After seeing the movie “The Way,” I sensed that a walk on the Camino might be in my future at some point in my life. There’s something about it that has pulled pilgrims like a giant magnet down its 500 mile length.
It’s been two weeks now that we’ve been hiking the Way of St. James and I can tell you that I’m a fan. Over and over things about life on the Camino surprised and delighted me.
At first the 5:30 wakeups and dawn departures were a struggle, but then, there we were in the Spanish countryside as the sun rose over poppy-speckled fields of grain, medieval castles in the background.
The Camino propels you on. A 15-mile hike becomes normal. The daily rhythms simplify your life. When it’s time to stop for a midmorning cafe con leche with a chocolate croissant, the world somehow looks as it should.
My hike was just two weeks, but we quickly assimilated Camino culture. At our first stop, there were a number of peregrinos sitting outside in the morning sun. We were warmly greeted by a group we’d already gotten to know.
There was Edward, the Russian who had been kicked out of the house by his wife who was tired of his wine drinking. He had a bottle of wine sitting on the table beside a cappuccino.
There was the couple who had only met on the Camino five days earlier, but now were in love.

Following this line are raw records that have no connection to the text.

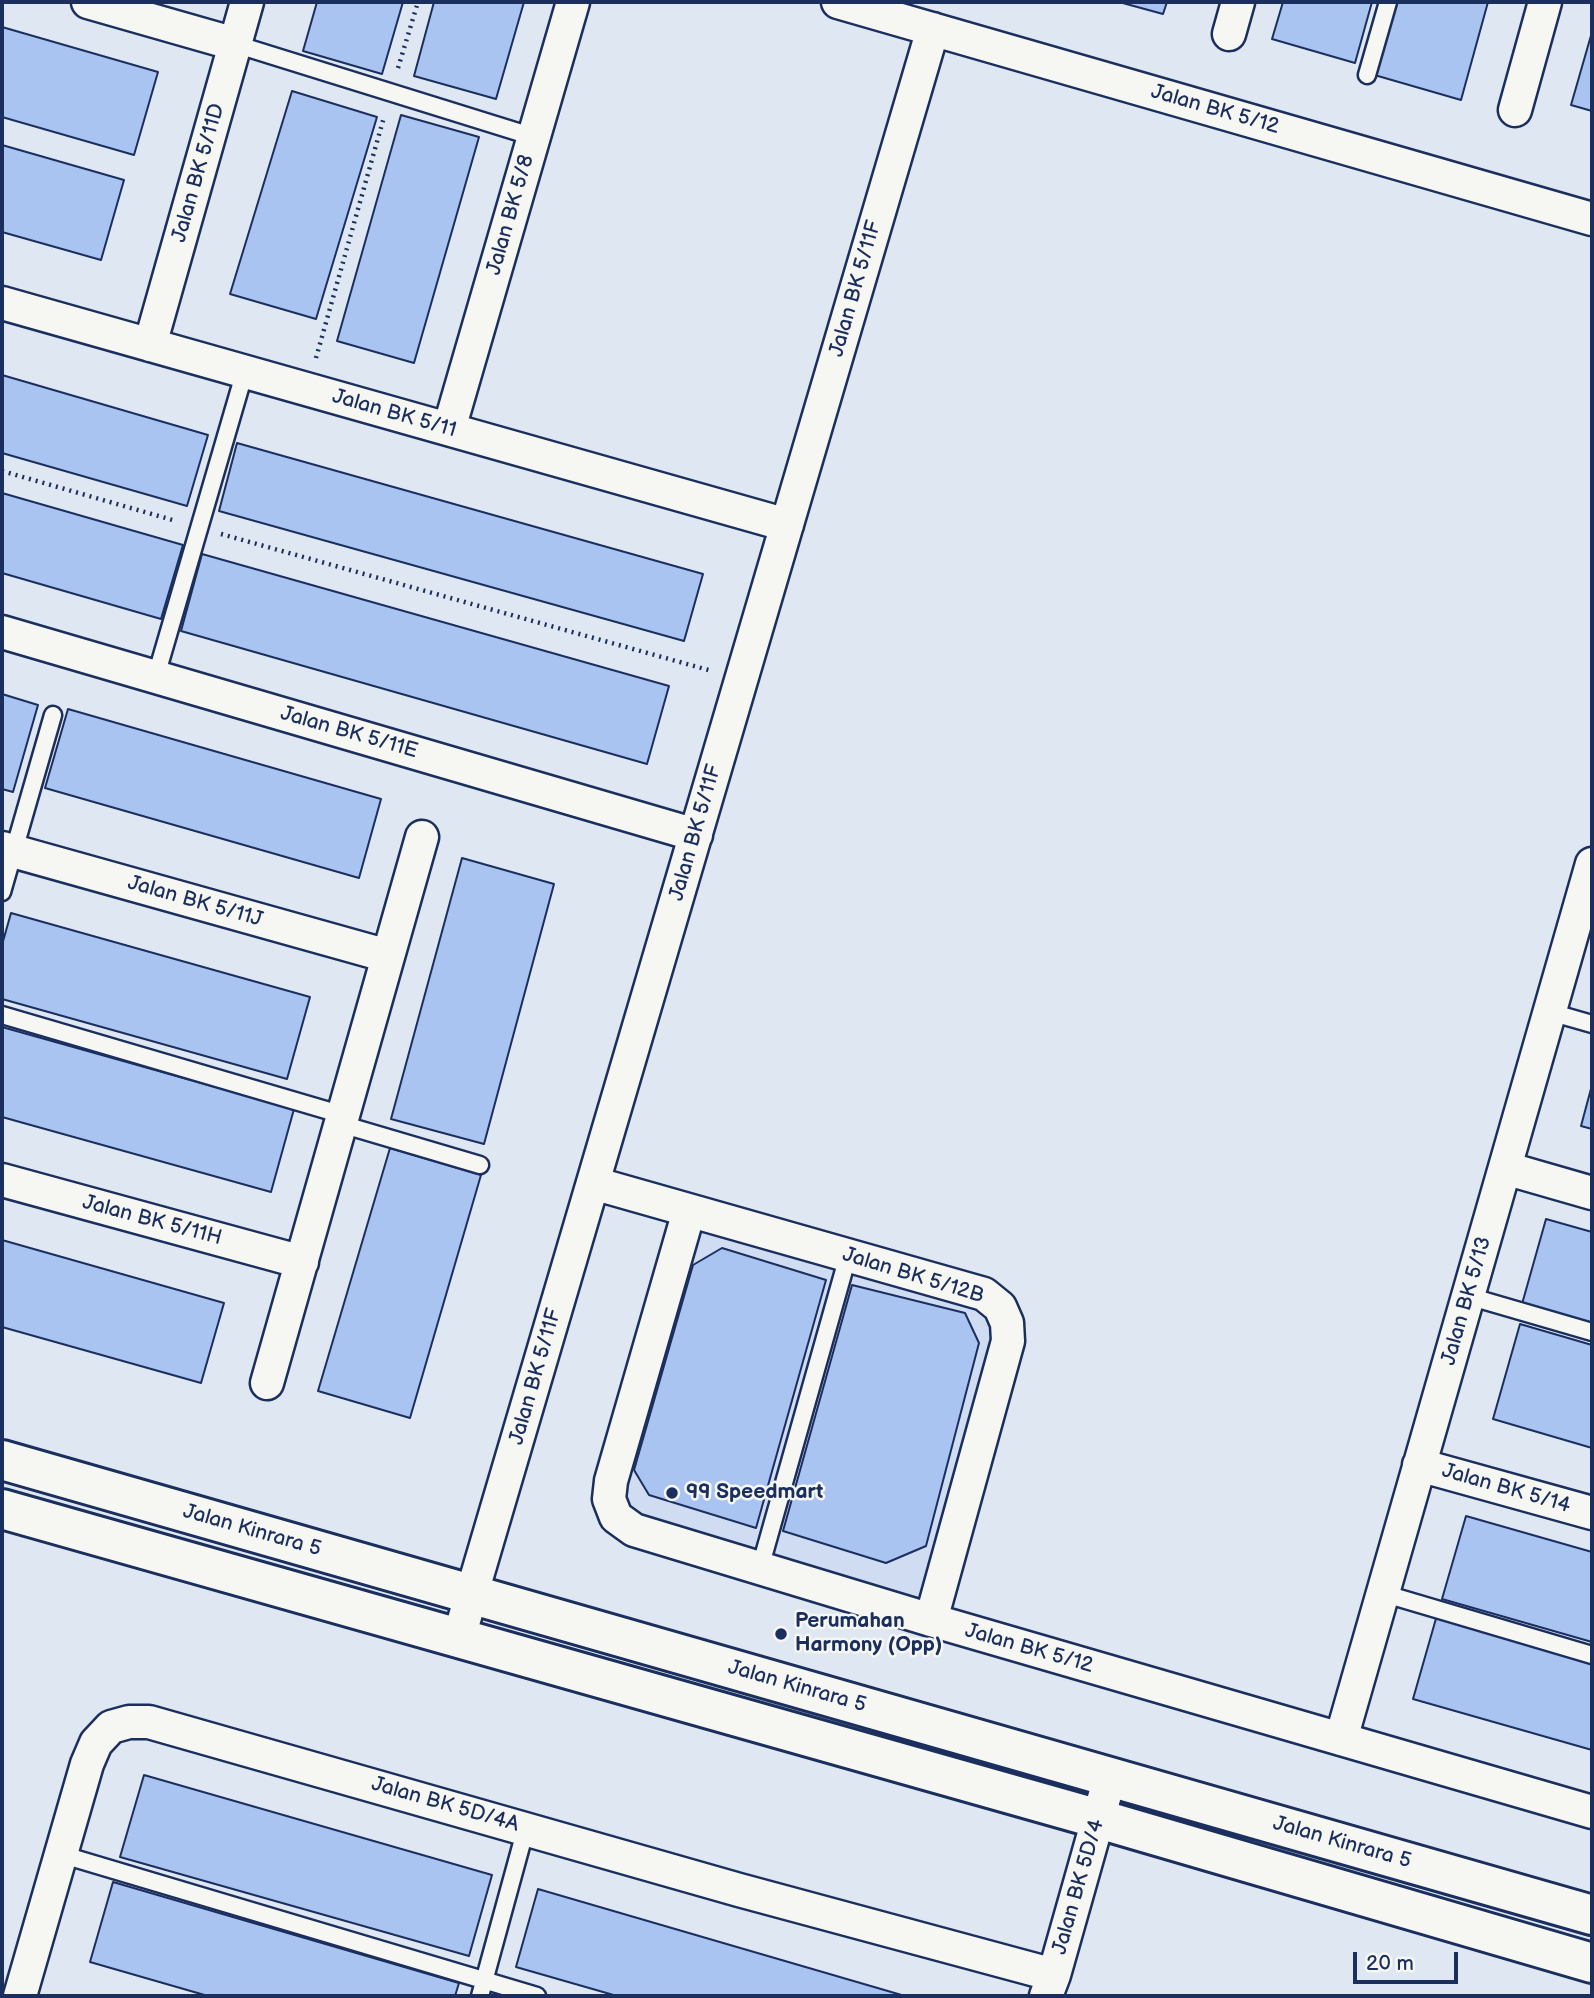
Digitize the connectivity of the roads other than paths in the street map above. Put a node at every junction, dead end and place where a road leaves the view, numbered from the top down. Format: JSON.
{"nodes":[{"id":1,"x":88,"y":2,"type":"edge"},
{"id":2,"x":247,"y":2,"type":"edge"},
{"id":3,"x":573,"y":2,"type":"edge"},
{"id":4,"x":838,"y":2,"type":"edge"},
{"id":5,"x":1238,"y":2,"type":"edge"},
{"id":6,"x":1388,"y":2,"type":"edge"},
{"id":7,"x":1545,"y":2,"type":"edge"},
{"id":8,"x":933,"y":29,"type":"junction"},
{"id":9,"x":1229,"y":34,"type":"dead end"},
{"id":10,"x":235,"y":44,"type":"junction"},
{"id":11,"x":1367,"y":75,"type":"dead end"},
{"id":12,"x":1515,"y":110,"type":"dead end"},
{"id":13,"x":534,"y":137,"type":"junction"},
{"id":14,"x":1592,"y":219,"type":"edge"},
{"id":15,"x":2,"y":303,"type":"edge"},
{"id":16,"x":150,"y":345,"type":"junction"},
{"id":17,"x":245,"y":371,"type":"junction"},
{"id":18,"x":449,"y":429,"type":"junction"},
{"id":19,"x":787,"y":525,"type":"junction"},
{"id":20,"x":2,"y":632,"type":"edge"},
{"id":21,"x":156,"y":676,"type":"junction"},
{"id":22,"x":53,"y":715,"type":"dead end"},
{"id":23,"x":696,"y":835,"type":"junction"},
{"id":24,"x":422,"y":836,"type":"dead end"},
{"id":25,"x":8,"y":849,"type":"edge"},
{"id":26,"x":1591,"y":871,"type":"edge"},
{"id":27,"x":2,"y":892,"type":"edge"},
{"id":28,"x":388,"y":956,"type":"junction"},
{"id":29,"x":1550,"y":1012,"type":"junction"},
{"id":30,"x":2,"y":1015,"type":"edge"},
{"id":31,"x":1592,"y":1024,"type":"edge"},
{"id":32,"x":342,"y":1119,"type":"junction"},
{"id":33,"x":480,"y":1165,"type":"dead end"},
{"id":34,"x":1505,"y":1168,"type":"junction"},
{"id":35,"x":2,"y":1180,"type":"edge"},
{"id":36,"x":593,"y":1183,"type":"junction"},
{"id":37,"x":1592,"y":1193,"type":"edge"},
{"id":38,"x":689,"y":1211,"type":"junction"},
{"id":39,"x":848,"y":1256,"type":"junction"},
{"id":40,"x":302,"y":1262,"type":"junction"},
{"id":41,"x":1468,"y":1296,"type":"junction"},
{"id":42,"x":1592,"y":1332,"type":"edge"},
{"id":43,"x":268,"y":1383,"type":"dead end"},
{"id":44,"x":2,"y":1460,"type":"edge"},
{"id":45,"x":1419,"y":1465,"type":"junction"},
{"id":46,"x":2,"y":1509,"type":"edge"},
{"id":47,"x":1592,"y":1513,"type":"edge"},
{"id":48,"x":760,"y":1569,"type":"junction"},
{"id":49,"x":1382,"y":1593,"type":"junction"},
{"id":50,"x":472,"y":1594,"type":"junction"},
{"id":51,"x":931,"y":1620,"type":"junction"},
{"id":52,"x":459,"y":1637,"type":"junction"},
{"id":53,"x":1592,"y":1655,"type":"edge"},
{"id":54,"x":1340,"y":1739,"type":"junction"},
{"id":55,"x":1110,"y":1777,"type":"junction"},
{"id":56,"x":1592,"y":1812,"type":"edge"},
{"id":57,"x":1099,"y":1819,"type":"junction"},
{"id":58,"x":526,"y":1828,"type":"junction"},
{"id":59,"x":60,"y":1854,"type":"junction"},
{"id":60,"x":1592,"y":1915,"type":"edge"},
{"id":61,"x":1592,"y":1963,"type":"edge"},
{"id":62,"x":1050,"y":1986,"type":"edge"},
{"id":63,"x":482,"y":1989,"type":"edge"},
{"id":64,"x":20,"y":1996,"type":"edge"},
{"id":65,"x":537,"y":1996,"type":"edge"}],
"edges":[{"from":1,"to":10,"type":"street"},
{"from":2,"to":10,"type":"street","name":"Jalan BK 5/11D"},
{"from":3,"to":13,"type":"street","name":"Jalan BK 5/8"},
{"from":4,"to":8,"type":"street","name":"Jalan BK 5/12"},
{"from":5,"to":9,"type":"street"},
{"from":6,"to":11,"type":"lane"},
{"from":7,"to":12,"type":"street"},
{"from":8,"to":14,"type":"street","name":"Jalan BK 5/12"},
{"from":8,"to":19,"type":"street","name":"Jalan BK 5/11F"},
{"from":10,"to":13,"type":"lane"},
{"from":10,"to":16,"type":"street","name":"Jalan BK 5/11D"},
{"from":13,"to":18,"type":"street","name":"Jalan BK 5/8"},
{"from":15,"to":16,"type":"street","name":"Jalan BK 5/11"},
{"from":16,"to":17,"type":"street","name":"Jalan BK 5/11"},
{"from":17,"to":18,"type":"street","name":"Jalan BK 5/11"},
{"from":17,"to":21,"type":"lane"},
{"from":18,"to":19,"type":"street","name":"Jalan BK 5/11"},
{"from":19,"to":23,"type":"street","name":"Jalan BK 5/11F"},
{"from":20,"to":21,"type":"street","name":"Jalan BK 5/11E"},
{"from":21,"to":23,"type":"street","name":"Jalan BK 5/11E"},
{"from":22,"to":25,"type":"lane"},
{"from":23,"to":36,"type":"street","name":"Jalan BK 5/11F"},
{"from":24,"to":28,"type":"street"},
{"from":25,"to":27,"type":"lane"},
{"from":25,"to":28,"type":"street","name":"Jalan BK 5/11J"},
{"from":26,"to":29,"type":"street","name":"Jalan BK 5/13"},
{"from":28,"to":32,"type":"street"},
{"from":29,"to":31,"type":"lane"},
{"from":29,"to":34,"type":"street","name":"Jalan BK 5/13"},
{"from":30,"to":32,"type":"lane"},
{"from":32,"to":33,"type":"lane"},
{"from":32,"to":40,"type":"street"},
{"from":34,"to":37,"type":"street"},
{"from":34,"to":41,"type":"street","name":"Jalan BK 5/13"},
{"from":35,"to":40,"type":"street","name":"Jalan BK 5/11H"},
{"from":36,"to":38,"type":"street","name":"Jalan BK 5/12B"},
{"from":36,"to":50,"type":"street","name":"Jalan BK 5/11F"},
{"from":38,"to":39,"type":"street","name":"Jalan BK 5/12B"},
{"from":38,"to":48,"type":"street","name":"Jalan BK 5/12"},
{"from":39,"to":48,"type":"lane"},
{"from":39,"to":51,"type":"street","name":"Jalan BK 5/12B"},
{"from":40,"to":43,"type":"street"},
{"from":41,"to":42,"type":"lane"},
{"from":41,"to":45,"type":"street","name":"Jalan BK 5/13"},
{"from":44,"to":50,"type":"main road","name":"Jalan Kinrara 5"},
{"from":45,"to":47,"type":"street","name":"Jalan BK 5/14"},
{"from":45,"to":49,"type":"street","name":"Jalan BK 5/13"},
{"from":46,"to":52,"type":"main road"},
{"from":48,"to":51,"type":"street","name":"Jalan BK 5/12"},
{"from":49,"to":53,"type":"lane"},
{"from":49,"to":54,"type":"street","name":"Jalan BK 5/13"},
{"from":50,"to":52,"type":"street","name":"Jalan BK 5/11F"},
{"from":50,"to":55,"type":"main road","name":"Jalan Kinrara 5"},
{"from":51,"to":54,"type":"street","name":"Jalan BK 5/12"},
{"from":52,"to":57,"type":"main road"},
{"from":54,"to":56,"type":"street","name":"Jalan BK 5/12"},
{"from":55,"to":57,"type":"street","name":"Jalan BK 5D/4"},
{"from":55,"to":60,"type":"main road","name":"Jalan Kinrara 5"},
{"from":57,"to":61,"type":"main road"},
{"from":57,"to":62,"type":"street","name":"Jalan BK 5D/4"},
{"from":58,"to":59,"type":"street","name":"Jalan BK 5D/4A"},
{"from":58,"to":62,"type":"street","name":"Jalan BK 5D/4A"},
{"from":58,"to":63,"type":"lane"},
{"from":59,"to":63,"type":"lane"},
{"from":59,"to":64,"type":"street","name":"Jalan BK 5D/4A"},
{"from":63,"to":65,"type":"lane"}]}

Later we would meet Sylvia, the 31 year-old mother of three from Germany hiking with 19 year-old Albert from Venice and Fabio, a Franciscan friar who became an honorary member of our group and Mike, the venture capitalist. We’d meet the three South African women hiking together for fun and for spiritual purposes and dozens of others.
Everyone is on an equal footing while walking the Camino. Each has his or her own reasons for going. Each sleeps in the same common rooms along the way and each lives the simple life that the Camino requires of those who walk it.
Evening times can be a delight if someone has a guitar along and those gathered are able to sing.
The days inevitably hold surprises as you find yourself passing through quaint towns or passing locals who cheer you on with cries of “Buen Camino!”
Hiking the Camino is a life within a life. You live episodes everyday. The history of this pilgrimage may go back more than a millennium, but its culture is still evolving every day. And as we hike it, all who are peregrinos are also co-creators.
As I prepare to return home tomorrow, there is much from the Camino that I’m hoping to take back with me. I’ve fallen in love again with simplicity, community and grace. I return to people I love, but a lifestyle in America that has grown too rushed and complicated.
When I return, I’ll be walking more. And as I do so, I hope to walk into a lifestyle that reminds me of this road I’m leaving. I need the grace.
I wish I could introduce you to the people I’ve met and to the lifestyle we’ve walked out together; I think you’d like it. Maybe one day you can join me on the Camino, and if not in Spain, then maybe on the road to greater grace.